What it’s about
This paper compared survival women with recurrent ovarian, peritoneal or fallopian tube cancer who were randomised to receive either chemotherapy (gemcitabine and carboplatin) with bevacizumab* or chemotherapy and placebo. All women included in the trial had experienced disease recurrence more than six months outside of their initial treatment (platinum-sensitive disease).
*Bevacizumab is a drug that targets a protein found in cancer cells called vascular VEGF. VEGF helps cancer cells develop and maintain their own blood supply.
This study was a randomised control trial of 484 women with platinum-sensitive disease who were randomised to receive either chemotherapy (gemcitabine and carboplatin) and bevacizumab until disease progression or chemotherapy and placebo. Progression free survival (survival without the progression of disease) was compared between groups.
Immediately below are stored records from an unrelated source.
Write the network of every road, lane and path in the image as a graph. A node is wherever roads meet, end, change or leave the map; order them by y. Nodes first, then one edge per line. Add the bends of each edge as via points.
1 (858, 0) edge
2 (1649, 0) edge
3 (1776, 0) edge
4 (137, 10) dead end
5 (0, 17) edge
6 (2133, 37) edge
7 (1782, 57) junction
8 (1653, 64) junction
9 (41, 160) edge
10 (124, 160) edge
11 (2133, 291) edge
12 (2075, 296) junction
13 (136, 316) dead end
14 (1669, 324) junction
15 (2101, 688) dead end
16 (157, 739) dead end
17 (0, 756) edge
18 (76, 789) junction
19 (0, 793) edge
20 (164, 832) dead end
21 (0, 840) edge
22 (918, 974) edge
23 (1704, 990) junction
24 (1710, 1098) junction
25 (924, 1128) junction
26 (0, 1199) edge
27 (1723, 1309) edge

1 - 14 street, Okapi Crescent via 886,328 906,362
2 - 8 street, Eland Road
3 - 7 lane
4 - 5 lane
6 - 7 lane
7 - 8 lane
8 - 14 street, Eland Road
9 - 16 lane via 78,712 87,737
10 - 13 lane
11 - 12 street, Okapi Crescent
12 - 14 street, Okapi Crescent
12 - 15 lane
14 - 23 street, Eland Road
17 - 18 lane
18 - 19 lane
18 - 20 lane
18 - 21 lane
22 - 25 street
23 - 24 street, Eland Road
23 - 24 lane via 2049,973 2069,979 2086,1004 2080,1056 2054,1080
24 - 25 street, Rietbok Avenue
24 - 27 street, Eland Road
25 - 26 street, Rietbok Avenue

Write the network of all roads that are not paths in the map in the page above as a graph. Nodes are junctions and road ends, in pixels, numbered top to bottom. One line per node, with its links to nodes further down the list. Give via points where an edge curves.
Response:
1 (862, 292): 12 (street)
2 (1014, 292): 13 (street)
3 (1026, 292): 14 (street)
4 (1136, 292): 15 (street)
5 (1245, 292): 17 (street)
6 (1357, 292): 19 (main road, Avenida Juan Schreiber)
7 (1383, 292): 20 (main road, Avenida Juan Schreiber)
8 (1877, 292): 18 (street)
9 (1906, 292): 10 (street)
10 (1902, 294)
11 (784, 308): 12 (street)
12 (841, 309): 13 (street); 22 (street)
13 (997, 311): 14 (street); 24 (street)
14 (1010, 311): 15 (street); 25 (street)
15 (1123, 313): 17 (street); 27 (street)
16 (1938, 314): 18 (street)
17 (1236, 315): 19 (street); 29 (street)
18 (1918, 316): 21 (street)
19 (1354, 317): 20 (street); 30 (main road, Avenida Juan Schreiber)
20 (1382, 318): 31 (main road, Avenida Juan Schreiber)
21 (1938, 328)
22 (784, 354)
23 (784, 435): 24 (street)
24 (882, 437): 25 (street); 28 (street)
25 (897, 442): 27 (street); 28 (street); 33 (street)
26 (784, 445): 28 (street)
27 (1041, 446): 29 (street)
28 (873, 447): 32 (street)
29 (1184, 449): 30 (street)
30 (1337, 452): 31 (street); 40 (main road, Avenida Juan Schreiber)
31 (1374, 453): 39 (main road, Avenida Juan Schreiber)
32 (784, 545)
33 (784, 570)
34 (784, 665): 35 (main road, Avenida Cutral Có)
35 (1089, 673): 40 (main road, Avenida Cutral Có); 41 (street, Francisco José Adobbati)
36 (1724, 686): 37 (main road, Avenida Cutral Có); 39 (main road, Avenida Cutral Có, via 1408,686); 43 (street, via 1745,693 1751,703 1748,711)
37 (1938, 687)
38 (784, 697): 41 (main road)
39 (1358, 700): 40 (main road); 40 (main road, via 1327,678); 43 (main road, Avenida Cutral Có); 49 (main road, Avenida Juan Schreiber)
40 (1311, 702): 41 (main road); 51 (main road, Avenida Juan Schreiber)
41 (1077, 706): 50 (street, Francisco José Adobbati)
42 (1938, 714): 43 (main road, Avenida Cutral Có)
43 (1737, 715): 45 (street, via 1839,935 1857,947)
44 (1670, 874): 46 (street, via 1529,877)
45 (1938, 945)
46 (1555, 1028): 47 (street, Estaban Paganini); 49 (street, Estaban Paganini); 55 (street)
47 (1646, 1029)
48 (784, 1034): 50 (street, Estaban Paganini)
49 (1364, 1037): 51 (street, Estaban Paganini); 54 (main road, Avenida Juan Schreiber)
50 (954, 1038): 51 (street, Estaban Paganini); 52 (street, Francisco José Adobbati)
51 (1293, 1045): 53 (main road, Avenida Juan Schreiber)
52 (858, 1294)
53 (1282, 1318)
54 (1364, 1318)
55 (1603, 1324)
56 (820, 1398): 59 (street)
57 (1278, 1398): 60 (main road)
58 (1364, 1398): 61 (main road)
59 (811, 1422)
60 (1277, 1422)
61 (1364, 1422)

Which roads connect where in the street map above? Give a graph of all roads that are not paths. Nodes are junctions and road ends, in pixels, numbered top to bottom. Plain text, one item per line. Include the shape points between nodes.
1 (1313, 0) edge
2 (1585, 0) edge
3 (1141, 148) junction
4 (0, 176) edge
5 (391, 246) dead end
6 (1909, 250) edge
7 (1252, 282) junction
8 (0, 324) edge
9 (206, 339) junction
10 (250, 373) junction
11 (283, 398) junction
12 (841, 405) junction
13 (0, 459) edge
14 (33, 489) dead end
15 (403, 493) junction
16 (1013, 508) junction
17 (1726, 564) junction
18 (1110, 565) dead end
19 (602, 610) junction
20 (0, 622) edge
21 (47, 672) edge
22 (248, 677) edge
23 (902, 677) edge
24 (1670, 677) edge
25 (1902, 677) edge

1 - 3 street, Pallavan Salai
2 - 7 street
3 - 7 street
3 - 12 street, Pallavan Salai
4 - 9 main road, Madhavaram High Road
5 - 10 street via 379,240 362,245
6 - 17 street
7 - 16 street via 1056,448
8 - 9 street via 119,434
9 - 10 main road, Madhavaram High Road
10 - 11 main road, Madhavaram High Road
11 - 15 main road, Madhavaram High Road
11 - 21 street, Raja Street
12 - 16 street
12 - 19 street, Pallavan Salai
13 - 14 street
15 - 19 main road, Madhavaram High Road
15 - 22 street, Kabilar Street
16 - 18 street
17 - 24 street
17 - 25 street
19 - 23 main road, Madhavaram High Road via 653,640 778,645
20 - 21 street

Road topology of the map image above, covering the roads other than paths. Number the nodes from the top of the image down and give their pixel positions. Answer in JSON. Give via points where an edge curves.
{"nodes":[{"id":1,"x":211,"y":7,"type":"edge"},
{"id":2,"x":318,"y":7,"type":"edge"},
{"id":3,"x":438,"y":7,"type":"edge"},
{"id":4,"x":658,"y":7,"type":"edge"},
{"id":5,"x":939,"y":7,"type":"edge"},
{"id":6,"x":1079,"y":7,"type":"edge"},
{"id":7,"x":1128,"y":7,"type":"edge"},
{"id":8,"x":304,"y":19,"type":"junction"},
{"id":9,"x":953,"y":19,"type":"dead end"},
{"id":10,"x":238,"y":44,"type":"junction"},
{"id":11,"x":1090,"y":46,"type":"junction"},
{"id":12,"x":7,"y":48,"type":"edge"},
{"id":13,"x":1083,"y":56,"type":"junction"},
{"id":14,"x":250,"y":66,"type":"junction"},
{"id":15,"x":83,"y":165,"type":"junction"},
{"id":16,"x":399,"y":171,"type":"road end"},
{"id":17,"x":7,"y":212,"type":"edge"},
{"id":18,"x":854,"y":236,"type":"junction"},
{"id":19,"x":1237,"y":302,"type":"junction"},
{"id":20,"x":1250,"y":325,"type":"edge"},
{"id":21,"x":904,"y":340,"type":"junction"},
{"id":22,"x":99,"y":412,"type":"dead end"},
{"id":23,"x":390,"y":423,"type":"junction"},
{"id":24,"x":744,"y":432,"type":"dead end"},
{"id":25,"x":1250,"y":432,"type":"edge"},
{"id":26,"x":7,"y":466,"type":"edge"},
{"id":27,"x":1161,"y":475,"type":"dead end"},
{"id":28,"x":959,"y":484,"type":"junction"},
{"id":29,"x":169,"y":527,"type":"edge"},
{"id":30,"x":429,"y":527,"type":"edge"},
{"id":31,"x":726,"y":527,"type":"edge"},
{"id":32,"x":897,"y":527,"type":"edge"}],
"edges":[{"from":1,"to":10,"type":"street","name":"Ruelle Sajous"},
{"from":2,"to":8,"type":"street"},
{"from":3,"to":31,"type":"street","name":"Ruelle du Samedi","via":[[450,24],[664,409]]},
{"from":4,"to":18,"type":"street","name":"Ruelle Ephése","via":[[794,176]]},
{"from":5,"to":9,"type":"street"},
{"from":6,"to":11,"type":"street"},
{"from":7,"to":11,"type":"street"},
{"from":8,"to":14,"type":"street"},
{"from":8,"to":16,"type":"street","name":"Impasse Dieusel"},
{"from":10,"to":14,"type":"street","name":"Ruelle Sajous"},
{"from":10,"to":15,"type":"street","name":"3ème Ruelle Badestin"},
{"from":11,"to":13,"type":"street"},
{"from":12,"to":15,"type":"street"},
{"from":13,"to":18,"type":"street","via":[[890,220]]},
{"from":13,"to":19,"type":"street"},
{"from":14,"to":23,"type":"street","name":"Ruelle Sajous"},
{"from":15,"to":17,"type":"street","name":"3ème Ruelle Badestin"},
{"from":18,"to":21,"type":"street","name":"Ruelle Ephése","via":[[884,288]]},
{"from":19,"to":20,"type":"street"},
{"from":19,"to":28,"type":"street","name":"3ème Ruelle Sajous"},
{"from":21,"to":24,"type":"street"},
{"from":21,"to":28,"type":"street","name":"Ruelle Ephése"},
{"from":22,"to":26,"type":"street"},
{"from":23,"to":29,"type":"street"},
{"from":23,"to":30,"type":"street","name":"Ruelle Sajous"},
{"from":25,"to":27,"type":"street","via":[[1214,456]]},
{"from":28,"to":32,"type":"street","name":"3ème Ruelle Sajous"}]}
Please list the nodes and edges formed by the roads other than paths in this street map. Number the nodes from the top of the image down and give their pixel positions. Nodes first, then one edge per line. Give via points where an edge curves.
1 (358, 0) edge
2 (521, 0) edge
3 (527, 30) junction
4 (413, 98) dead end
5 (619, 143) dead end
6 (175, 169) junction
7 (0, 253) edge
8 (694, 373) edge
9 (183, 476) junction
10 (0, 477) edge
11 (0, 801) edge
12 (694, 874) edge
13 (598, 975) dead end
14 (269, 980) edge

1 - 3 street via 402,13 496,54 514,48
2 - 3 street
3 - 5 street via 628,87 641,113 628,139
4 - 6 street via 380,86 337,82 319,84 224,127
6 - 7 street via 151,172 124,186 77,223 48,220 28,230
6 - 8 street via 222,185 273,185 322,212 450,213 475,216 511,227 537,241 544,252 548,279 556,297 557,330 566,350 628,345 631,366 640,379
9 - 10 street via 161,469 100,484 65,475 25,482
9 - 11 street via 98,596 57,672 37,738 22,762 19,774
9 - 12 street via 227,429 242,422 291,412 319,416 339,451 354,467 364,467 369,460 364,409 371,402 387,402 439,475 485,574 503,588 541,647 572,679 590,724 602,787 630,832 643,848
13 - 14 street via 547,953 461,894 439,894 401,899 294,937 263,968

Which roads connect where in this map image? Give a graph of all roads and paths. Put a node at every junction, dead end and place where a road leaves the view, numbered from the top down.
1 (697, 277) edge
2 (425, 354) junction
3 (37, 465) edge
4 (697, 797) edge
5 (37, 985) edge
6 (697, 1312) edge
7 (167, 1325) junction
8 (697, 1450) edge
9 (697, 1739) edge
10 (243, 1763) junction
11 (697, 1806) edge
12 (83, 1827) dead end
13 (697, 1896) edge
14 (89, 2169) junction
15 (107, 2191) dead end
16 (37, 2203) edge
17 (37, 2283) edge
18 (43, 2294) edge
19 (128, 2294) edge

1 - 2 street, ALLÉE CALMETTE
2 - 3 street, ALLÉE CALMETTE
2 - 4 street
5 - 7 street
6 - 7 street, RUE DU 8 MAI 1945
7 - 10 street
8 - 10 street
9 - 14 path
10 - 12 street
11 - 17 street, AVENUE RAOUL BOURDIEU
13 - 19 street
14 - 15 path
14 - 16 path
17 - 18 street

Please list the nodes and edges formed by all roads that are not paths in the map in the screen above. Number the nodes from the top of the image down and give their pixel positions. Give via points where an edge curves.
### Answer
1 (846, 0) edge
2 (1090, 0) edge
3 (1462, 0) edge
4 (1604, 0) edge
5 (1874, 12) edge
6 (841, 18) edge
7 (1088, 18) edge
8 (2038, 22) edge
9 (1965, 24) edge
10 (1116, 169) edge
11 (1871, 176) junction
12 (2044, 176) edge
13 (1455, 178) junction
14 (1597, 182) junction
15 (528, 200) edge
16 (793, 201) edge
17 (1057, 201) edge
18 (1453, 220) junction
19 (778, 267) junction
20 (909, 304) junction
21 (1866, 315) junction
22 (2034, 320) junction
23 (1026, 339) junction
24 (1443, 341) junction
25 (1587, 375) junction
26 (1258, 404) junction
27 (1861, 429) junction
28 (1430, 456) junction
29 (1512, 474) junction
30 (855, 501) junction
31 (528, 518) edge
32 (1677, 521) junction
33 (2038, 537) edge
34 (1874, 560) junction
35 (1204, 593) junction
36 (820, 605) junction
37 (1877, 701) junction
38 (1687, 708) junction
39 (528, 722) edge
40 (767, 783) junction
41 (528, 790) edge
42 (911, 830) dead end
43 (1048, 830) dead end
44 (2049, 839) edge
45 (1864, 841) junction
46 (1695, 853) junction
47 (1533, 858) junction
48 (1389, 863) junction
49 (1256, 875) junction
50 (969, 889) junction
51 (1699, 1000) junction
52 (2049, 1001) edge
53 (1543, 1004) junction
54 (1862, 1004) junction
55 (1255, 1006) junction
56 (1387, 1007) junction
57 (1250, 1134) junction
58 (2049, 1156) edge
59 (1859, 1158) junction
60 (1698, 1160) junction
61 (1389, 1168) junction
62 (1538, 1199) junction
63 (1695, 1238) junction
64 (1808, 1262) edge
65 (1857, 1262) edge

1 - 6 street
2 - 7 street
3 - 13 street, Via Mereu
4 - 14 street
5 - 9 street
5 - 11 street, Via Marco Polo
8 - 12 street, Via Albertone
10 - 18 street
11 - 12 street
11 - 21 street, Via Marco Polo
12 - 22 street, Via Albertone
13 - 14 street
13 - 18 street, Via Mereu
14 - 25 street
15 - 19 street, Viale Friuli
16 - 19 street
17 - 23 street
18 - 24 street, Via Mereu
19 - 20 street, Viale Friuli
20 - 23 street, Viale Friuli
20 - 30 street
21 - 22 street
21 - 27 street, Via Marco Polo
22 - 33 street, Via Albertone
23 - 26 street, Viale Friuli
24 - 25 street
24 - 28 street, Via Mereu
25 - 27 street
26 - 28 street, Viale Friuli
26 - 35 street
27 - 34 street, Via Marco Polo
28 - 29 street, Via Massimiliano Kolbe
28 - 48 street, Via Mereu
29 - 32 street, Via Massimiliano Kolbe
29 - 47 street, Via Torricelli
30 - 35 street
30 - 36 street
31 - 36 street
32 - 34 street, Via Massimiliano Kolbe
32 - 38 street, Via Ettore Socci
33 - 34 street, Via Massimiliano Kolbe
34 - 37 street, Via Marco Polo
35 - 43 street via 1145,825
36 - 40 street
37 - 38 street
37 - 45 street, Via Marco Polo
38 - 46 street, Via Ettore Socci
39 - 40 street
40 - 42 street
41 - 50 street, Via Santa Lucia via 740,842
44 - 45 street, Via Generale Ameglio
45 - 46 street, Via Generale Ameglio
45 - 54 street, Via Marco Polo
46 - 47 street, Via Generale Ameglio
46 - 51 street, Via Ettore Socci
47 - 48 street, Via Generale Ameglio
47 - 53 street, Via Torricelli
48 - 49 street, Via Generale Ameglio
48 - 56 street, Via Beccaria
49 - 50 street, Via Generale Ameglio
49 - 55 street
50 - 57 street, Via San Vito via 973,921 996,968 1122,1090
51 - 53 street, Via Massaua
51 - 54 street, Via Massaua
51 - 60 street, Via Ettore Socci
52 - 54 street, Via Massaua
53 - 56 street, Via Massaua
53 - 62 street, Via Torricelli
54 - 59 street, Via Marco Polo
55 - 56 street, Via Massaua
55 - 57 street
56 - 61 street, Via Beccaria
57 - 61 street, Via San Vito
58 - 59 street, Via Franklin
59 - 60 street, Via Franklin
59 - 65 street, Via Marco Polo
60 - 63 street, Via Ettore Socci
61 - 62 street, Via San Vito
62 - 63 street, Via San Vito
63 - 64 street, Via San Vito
Women in the chemotherapy and bevacizumab group experienced an increase in progression free survival compared to those who received placebo and chemotherapy (8.4 months compared to 12.4 months). There was a higher risk of high blood pressure and bleeding from the gastrointestinal tract in the bevacizumab group.
Bevacizumab with chemotherapy followed by bevacizumab until disease progression resulted in a significant improvement in progression free survival compared with chemotherapy and placebo in platinum-sensitive recurrent ovarian cancer. A follow-up paper from the same study showed that the addition of bevacizumab did not improve overall survival.